Editor's Insights

COVID-19 hasn’t just impacted our physical health and professional lives gravely, but it has uncovered another vilest face of humanity too. When we were all locked down within the four walls of our home, though some of us are still, there was something nasty surfacing and taking precedence among us, which some of us may not be aware of. It’s domestic violence! According to UN, domestic violence has increased by 20 percent during the lockdown due to people being trapped at home with their abuser. But for women, this is altogether another level of experience.

World over and specifically in India, the taboo of women being responsible for all the household work adds up to their woes, especially when they have to manage home and office simultaneously. With kids being at home all the time and their school moving online, their homework and studies vest largely on the mother’s shoulder. Time spent in kitchen doubles up as the demand for snacks, and varieties of recipes spike every now and then. For most of the families, women working from home should also be working for home simultaneously. But then how are women startup entrepreneurs addressing this concern?

Pandemic has surely put a brake on many businesses, but for startups, it’s all about survival as most of them have dried up their finance and cut their team size. And hence most startup entrepreneurs feel that 24 hours a day is too less for them to channelize and re-tune their strategies to make the winning moves. But then how are women entrepreneurs making the most of this pandemic? Are they getting equal time to devote to their startup just like their male counterparts?

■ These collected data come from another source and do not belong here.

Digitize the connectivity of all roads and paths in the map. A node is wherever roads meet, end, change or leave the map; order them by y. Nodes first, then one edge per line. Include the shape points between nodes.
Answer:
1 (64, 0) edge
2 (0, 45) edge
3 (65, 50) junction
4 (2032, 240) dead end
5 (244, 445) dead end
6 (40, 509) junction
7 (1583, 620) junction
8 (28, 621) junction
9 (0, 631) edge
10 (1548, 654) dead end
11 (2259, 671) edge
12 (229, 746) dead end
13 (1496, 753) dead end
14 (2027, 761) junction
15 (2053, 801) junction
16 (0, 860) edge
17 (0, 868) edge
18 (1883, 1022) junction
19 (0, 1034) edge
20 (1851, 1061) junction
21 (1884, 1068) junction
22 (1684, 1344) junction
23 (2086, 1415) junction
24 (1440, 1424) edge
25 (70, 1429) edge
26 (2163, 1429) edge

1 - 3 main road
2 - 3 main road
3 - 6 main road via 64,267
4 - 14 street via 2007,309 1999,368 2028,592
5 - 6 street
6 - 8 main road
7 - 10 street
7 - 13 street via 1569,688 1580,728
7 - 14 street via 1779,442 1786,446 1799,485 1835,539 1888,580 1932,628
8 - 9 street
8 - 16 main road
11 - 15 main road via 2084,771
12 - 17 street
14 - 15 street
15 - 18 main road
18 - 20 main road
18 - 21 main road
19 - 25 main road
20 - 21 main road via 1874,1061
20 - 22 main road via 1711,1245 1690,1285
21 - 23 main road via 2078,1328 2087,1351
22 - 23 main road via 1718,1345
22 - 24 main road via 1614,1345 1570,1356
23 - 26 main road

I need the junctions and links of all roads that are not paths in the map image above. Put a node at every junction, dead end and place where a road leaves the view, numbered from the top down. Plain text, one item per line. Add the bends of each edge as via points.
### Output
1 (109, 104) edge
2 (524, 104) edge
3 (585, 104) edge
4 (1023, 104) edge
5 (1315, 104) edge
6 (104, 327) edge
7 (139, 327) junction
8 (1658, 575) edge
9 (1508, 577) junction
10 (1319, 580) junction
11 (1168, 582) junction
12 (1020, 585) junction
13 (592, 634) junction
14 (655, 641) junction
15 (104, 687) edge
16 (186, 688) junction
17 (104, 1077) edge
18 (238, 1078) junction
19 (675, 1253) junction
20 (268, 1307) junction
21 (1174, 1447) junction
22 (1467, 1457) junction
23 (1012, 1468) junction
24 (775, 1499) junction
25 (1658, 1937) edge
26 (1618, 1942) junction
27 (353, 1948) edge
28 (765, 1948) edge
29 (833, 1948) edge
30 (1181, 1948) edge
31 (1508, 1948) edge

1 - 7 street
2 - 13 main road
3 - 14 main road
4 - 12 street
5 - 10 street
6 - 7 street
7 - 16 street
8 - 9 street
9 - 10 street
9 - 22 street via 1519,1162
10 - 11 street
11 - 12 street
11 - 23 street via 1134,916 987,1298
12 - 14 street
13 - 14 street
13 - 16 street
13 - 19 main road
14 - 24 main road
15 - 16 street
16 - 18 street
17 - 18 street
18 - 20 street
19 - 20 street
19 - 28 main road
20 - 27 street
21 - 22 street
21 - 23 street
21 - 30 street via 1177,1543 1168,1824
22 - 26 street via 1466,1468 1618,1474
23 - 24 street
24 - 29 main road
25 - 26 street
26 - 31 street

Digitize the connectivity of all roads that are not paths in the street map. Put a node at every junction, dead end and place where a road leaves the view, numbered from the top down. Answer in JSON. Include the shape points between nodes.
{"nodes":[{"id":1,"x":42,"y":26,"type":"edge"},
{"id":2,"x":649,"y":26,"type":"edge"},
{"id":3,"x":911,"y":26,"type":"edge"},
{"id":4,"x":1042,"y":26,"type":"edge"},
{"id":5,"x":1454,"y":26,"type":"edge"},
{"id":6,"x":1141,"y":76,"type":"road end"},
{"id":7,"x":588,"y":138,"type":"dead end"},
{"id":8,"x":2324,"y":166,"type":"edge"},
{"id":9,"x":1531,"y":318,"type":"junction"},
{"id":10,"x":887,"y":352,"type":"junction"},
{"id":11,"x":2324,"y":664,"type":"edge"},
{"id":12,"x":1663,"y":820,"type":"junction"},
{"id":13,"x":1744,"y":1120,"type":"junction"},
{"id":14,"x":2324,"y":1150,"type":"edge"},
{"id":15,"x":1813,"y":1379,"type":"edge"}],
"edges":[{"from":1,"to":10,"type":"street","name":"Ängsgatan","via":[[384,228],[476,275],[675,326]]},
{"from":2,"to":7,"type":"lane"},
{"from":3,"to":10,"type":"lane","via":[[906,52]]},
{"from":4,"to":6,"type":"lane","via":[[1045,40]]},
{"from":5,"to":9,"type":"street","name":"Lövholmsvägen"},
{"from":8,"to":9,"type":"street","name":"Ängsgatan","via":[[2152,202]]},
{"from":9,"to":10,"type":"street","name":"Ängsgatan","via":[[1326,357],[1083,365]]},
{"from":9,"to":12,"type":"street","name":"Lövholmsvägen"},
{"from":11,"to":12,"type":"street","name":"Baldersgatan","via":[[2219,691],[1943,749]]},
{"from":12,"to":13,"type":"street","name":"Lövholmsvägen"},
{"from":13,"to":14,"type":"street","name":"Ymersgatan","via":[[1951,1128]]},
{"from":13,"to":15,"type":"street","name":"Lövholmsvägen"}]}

The economic price that women entrepreneurs paid during the pandemic is much more than what their male counterparts paid. According to a survey by WEConnect, 33 percent of women entrepreneurs surveyed mentioned that as all responsibilities vest on them, they get less time to spend on their businesses. No surprise for countries like India where a majority of social responsibilities have traditionally been borne by women. On the other hand, various initiatives and policies for women by GoI had resulted in a large number of women entrepreneurs starting their own SMB and micro-enterprises.

But the pandemic and the subsequent lockdowns resulted them in turning to digital. While many of them were quite new in doing businesses online, it hit them hard where it shouldn’t. From organizing team meetings to client meetings, from addressing business issues to client concerns and from navigating from offline to online, not just their attention diverted, they also could source only a paltry amount of time to learn and revive the process & their business. Mostly in the education, travel, beauty and consulting fields, the startup entrepreneurs had their own set of challenges to deal with apart from fulfilling their family demands as they were the most hit sectors.

Thanks to those partners, kids and parents who understood their passion, persistence, commitment and their soul-searching of doing something of their own and supporting them in all their endeavors, being less demanding and still keeping faith in their abilities without any ounce of doubt. Though the pandemic has brought hurdles, it has also brought the opportunity to shoulder each other’s responsibility, assess oneself, plan for the future and give a new twist to the business. It has also brought new business opportunities in the realm of healthcare and education where women play a considerable role. Let’s roll our sleeves and grab the opportunity. The door of prospects are just opening up. Let’s not give up!